Juga wilayah koloni Sriwijaya sangat luas mencakup Sumatera, Kepulauan Riau, Bangka Belitung, Singapura, Semenanjung Malaka, Thailand, Kamboja, Vietnam Selatan, Kalimantan, Jawa Barat dan Jawa Tengah.

Namun pada tahun 1205 kerajaan Sriwijaya runtuh karena serangan Rajendra Chola I dari Koromandel.

Sejak saat itu koloni kerajaan Sriwijaya lepas satu per satu.

Masalahnya apakah saat ini Indonesia lantas mengklaim Thailand, Kamboja, Singapura hingga Vietnam Selatan menjadi wilayahnya karena faktor sejarah koloni kerajaan Sriwijaya tadi?

Tentu tidak bukan karena faktor tersebut tak relevan dan alangkah bodohnya Indonesia bila masih nekat mengklaim wilayah negara lain di atas pada zaman modern ini.

Atau kenapa Belanda saat ini tak mengklaim seluruh wilayah Indonesia merupakan miliknya, toh faktor sejarah juga membuktikan bila Amsterdam pernah memiliki Nusantara selama 300 tahun lebih.

Begitu pula China menggunakan klaim kejayaan dinasti-dinasti usang mereka ke pulau Natuna milik Indonesia jelas tak sah di mata internasional apalagi PBB.

Tak cuma China, seorang ilmuwan dari negeri jiran Malaysia juga sempat mengusik kedaulatan Indonesia di Natuna.

Dikutip dari artikel terbitan MStar 7 Desember 2013, Mohd Hazmi Modh Rusli, dosen senior di Universiti Sains Islam Malaysia dan Associate Fellow di Institute of Oceanography and Environment, Universiti Malaysia Terengganu menyebut Sejarah Kepulauan Natuna tidak terlepas dari pengaruh negara-negara bagian di Malaya yang kemudian dikenal dengan Malaysia.

Menurut Mohd Hazmi Modh Rusli, jika dilihat pada peta Asia Tenggara, terlihat jelas bahwa Kepulauan Natuna secara alami berada sejajar dengan letak negara bagian Terengganu, jika ditarik garis lurus dari pantai negara bagian ke arah timur.

Perbatasan Indonesia jelas melengkung ke atas dan tidak dalam satu garis lurus.

Kepulauan Natuna merupakan salah satu aset utama dalam menjadikan Indonesia sebagai negara kepulauan terbesar di dunia.

Berdasarkan sumber sejarah, masuk akal untuk mengatakan bahwa Kepulauan Natuna tidak ada hubungannya dengan Indonesia.

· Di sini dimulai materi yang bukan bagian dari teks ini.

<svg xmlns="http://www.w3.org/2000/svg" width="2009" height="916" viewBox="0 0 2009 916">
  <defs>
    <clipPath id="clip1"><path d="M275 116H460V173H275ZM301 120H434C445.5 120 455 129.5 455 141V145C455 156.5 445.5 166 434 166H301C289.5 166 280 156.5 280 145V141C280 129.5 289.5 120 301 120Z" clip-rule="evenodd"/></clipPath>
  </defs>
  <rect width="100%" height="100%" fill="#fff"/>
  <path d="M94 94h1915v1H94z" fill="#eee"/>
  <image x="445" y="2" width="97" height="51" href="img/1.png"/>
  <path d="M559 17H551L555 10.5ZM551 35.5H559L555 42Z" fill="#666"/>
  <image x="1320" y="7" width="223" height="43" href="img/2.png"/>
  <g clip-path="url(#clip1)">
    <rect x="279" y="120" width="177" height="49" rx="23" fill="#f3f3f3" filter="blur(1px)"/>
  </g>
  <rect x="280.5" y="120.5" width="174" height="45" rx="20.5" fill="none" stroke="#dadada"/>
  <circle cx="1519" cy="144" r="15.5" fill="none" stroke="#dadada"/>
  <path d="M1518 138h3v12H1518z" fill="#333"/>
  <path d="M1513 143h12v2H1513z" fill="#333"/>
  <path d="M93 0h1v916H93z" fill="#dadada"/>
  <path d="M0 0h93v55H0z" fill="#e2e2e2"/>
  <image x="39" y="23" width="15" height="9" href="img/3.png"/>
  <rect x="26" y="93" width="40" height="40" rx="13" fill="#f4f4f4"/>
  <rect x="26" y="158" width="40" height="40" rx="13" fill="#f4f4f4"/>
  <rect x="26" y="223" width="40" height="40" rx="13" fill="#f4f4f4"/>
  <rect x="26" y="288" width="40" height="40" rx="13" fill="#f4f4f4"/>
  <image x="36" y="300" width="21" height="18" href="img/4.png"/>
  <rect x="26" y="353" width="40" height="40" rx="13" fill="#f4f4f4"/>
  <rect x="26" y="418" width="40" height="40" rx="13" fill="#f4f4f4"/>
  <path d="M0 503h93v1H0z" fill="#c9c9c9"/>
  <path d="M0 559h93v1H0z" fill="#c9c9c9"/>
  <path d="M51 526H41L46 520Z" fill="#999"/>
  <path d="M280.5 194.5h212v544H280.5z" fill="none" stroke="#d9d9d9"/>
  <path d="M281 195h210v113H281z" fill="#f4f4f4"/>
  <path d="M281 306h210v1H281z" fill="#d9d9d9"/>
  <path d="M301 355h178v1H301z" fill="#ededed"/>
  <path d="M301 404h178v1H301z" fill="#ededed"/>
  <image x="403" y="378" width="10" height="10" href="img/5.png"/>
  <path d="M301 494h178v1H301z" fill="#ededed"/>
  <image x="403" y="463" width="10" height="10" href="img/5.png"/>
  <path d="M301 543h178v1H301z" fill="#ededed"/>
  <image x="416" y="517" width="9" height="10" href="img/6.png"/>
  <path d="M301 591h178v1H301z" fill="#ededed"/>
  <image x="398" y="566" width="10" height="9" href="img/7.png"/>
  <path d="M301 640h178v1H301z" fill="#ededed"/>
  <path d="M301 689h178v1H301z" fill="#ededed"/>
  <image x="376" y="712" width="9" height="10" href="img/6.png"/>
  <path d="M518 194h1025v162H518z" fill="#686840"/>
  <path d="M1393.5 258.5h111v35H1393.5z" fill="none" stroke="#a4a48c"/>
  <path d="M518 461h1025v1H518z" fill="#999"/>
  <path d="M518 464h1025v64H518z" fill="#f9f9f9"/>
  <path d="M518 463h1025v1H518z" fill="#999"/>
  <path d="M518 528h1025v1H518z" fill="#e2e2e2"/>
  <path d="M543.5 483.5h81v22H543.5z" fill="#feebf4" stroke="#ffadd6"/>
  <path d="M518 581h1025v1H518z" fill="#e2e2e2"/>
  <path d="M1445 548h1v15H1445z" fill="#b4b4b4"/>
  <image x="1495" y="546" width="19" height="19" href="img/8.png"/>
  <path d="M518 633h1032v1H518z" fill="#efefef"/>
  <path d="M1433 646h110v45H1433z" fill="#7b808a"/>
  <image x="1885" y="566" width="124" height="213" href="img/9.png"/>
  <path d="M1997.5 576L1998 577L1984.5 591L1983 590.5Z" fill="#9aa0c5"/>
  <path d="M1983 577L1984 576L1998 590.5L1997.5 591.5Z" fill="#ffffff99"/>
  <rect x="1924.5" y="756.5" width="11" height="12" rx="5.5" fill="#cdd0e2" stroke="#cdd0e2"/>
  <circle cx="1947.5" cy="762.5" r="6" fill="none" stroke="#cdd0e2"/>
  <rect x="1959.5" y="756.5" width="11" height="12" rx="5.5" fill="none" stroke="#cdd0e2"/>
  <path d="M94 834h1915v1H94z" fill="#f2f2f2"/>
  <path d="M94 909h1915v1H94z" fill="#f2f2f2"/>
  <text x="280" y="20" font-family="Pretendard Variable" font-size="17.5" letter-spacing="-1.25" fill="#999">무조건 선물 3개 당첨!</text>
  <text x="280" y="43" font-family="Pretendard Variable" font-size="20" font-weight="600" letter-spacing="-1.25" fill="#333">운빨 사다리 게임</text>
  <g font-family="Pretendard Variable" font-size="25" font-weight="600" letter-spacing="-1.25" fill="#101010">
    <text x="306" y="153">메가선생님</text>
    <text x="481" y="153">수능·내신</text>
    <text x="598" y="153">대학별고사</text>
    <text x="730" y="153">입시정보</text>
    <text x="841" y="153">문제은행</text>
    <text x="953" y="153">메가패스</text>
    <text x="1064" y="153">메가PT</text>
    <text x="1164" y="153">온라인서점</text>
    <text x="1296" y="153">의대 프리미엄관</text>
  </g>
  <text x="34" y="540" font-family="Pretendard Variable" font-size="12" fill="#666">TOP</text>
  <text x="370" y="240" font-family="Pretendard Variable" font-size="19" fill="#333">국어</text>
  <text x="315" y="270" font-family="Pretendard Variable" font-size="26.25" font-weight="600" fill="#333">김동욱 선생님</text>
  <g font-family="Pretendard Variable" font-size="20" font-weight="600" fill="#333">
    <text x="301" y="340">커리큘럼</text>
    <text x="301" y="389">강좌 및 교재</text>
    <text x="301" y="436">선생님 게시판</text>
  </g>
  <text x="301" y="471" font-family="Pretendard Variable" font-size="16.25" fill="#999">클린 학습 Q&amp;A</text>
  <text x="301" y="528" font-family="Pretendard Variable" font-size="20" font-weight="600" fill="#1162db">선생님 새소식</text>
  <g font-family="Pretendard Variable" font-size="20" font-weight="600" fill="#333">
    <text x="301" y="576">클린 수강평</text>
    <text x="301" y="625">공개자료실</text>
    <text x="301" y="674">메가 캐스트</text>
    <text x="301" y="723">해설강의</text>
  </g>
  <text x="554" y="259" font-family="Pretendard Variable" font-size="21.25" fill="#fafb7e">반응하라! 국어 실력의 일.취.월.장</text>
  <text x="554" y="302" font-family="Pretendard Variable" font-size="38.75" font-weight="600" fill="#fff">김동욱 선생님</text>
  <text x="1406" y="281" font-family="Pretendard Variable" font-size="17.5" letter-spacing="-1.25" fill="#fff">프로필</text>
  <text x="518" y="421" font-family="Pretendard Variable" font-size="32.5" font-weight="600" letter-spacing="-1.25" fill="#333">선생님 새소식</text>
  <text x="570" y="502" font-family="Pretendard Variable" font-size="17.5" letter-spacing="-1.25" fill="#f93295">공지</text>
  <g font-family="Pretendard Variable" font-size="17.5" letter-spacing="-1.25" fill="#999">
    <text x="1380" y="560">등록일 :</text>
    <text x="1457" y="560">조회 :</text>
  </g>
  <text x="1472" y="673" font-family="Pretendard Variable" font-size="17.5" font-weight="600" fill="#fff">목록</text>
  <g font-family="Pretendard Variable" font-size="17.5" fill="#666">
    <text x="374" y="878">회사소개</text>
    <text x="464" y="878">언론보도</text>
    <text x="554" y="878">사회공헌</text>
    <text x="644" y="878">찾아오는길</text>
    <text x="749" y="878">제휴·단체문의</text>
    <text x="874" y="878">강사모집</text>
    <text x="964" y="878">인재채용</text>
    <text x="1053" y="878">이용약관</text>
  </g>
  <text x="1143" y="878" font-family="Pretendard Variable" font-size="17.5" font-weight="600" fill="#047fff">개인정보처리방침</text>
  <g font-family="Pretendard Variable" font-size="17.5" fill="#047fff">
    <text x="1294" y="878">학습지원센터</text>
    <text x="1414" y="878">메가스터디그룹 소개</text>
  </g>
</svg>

Kepulauan Natuna berbeda dengan jajahan Belanda lainnya di Indonesia seperti Pulau Sumatera, Pulau Jawa, Nusa Tenggara, Makassar dan Papua.

Uti possidetis juris

Wilayah-wilayah tersebut adalah milik Indonesia yang mewarisinya dari bekas penjajahnya, Belanda ketika Indonesia merdeka pada tahun 1945. Konsep yang melekat dalam hukum internasional ini disebut uti possidetis juris.

Ketika Perjanjian 1824 dibuat, kepulauan Natuna masih berada di bawah pengaruh kesultanan Melayu melalui kekuasaan Yang Mulia Wan Muhammad al-Fathani. Juga, Perjanjian 1824 tidak secara eksplisit menempatkan pulau-pulau Natuna di bawah pengaruh Belanda.

Padahal, jika Traktat 1824 dicermati, Belanda tidak berhak membuka pemukiman di wilayah utara pulau Singapura yang jelas-jelas berada dalam wilayah pengaruh Inggris.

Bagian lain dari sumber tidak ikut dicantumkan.